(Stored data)
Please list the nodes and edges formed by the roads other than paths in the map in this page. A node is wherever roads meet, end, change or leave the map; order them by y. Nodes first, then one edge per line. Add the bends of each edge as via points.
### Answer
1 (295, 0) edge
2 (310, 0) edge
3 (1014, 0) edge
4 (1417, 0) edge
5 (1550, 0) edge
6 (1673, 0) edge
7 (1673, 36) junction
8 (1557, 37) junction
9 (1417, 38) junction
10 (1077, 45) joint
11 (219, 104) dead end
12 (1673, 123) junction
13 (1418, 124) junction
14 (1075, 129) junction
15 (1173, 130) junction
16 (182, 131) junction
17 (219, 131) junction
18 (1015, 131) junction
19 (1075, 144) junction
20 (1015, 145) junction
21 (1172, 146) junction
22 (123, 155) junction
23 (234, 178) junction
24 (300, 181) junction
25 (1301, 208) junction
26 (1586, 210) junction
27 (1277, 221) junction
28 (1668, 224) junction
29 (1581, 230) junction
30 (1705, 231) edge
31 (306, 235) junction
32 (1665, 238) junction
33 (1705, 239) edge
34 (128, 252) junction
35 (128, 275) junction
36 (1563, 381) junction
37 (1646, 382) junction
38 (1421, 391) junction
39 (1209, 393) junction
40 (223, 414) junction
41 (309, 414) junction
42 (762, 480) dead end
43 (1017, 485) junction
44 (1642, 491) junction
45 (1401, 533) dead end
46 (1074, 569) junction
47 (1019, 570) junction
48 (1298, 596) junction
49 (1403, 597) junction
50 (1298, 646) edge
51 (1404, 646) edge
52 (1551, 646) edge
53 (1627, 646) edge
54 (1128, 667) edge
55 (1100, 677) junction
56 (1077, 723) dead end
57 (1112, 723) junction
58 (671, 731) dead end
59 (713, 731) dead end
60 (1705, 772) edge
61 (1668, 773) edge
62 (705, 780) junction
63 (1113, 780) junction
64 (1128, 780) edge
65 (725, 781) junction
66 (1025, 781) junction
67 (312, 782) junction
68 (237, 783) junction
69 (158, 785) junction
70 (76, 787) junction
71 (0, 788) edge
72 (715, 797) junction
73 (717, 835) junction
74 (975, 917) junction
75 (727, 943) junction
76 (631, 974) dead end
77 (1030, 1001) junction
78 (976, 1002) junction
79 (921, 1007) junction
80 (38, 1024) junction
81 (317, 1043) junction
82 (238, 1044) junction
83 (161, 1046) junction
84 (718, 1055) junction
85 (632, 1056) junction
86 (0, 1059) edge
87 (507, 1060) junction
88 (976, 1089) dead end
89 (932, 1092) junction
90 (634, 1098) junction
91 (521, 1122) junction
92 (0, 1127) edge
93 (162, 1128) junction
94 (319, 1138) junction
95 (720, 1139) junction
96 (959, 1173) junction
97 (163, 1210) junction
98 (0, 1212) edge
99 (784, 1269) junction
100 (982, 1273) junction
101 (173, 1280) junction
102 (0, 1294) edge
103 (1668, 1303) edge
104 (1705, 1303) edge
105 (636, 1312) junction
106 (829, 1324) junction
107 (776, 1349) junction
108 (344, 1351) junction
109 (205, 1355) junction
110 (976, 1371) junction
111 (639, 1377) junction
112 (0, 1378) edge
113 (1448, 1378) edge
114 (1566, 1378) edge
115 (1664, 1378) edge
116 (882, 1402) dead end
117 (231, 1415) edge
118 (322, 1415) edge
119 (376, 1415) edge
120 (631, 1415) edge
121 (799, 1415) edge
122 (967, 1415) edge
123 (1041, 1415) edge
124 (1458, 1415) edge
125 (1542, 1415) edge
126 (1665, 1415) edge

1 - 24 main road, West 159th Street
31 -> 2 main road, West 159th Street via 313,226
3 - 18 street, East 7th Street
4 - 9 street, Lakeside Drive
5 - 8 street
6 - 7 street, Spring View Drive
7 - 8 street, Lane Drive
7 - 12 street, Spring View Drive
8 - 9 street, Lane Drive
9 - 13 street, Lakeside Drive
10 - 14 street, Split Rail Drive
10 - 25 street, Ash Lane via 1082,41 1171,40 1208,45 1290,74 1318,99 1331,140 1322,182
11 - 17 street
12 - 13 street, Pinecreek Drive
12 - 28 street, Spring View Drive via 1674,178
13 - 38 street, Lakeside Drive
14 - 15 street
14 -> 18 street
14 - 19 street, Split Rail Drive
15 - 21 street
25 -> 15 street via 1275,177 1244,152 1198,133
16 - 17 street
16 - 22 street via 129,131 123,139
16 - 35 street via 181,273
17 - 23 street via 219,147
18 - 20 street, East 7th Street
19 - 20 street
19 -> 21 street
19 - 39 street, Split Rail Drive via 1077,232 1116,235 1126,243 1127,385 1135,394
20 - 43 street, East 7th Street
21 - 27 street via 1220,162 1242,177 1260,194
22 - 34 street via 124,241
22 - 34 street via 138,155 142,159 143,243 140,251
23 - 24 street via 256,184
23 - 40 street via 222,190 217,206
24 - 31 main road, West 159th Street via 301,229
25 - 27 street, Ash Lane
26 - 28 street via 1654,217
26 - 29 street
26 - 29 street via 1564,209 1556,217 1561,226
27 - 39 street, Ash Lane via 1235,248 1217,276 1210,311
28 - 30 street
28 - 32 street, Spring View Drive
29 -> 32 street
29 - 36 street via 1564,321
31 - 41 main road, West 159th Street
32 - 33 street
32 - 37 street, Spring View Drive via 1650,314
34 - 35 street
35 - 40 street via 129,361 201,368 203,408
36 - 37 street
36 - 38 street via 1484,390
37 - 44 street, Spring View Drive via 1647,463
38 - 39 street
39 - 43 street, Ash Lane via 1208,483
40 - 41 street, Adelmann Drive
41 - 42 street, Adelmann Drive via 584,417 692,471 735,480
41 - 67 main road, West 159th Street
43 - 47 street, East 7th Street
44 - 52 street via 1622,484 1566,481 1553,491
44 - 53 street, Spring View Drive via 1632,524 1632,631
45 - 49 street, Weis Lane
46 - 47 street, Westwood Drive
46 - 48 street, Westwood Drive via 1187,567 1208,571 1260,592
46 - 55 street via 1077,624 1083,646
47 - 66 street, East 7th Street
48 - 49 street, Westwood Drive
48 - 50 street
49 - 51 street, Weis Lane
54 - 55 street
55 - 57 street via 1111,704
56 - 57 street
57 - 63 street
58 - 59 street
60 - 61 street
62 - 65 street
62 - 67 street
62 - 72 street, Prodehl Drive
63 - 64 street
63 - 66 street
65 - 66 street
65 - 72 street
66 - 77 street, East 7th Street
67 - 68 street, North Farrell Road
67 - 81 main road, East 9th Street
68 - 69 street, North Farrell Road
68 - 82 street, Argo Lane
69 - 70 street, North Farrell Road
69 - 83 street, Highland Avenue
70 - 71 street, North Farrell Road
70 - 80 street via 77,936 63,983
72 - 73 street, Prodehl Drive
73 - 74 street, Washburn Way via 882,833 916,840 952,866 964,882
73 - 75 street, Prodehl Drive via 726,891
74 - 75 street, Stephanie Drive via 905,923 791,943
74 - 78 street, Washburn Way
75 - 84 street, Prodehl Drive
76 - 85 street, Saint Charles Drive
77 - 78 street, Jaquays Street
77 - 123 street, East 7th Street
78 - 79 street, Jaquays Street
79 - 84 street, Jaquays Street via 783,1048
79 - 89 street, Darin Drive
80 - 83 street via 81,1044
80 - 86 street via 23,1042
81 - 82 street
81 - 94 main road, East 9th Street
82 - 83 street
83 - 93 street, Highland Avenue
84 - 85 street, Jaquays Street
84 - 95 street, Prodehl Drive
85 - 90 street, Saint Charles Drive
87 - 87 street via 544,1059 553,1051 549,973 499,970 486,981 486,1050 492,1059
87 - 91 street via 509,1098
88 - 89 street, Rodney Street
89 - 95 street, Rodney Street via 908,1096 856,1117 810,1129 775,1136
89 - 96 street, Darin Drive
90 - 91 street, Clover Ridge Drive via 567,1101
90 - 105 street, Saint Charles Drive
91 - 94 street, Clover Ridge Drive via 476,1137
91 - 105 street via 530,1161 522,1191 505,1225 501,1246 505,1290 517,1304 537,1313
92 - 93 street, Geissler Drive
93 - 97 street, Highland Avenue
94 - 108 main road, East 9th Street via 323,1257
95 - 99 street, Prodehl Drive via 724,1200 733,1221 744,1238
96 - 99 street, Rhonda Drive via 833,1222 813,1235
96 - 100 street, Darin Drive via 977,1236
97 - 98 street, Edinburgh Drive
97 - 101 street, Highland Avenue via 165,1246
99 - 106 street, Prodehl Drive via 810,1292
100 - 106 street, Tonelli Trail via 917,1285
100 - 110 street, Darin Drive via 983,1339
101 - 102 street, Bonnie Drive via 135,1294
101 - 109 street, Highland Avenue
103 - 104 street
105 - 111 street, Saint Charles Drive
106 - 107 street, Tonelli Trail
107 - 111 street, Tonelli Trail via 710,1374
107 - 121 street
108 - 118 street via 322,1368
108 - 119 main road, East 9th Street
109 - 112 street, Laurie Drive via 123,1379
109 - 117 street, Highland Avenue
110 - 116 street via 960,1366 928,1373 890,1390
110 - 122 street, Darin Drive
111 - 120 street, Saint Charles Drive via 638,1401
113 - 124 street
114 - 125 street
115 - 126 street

- [WORK ITEM]
Say how many lines of the data hold the string "Farrell". Reply with the number alone.

- [SOLUTION]
4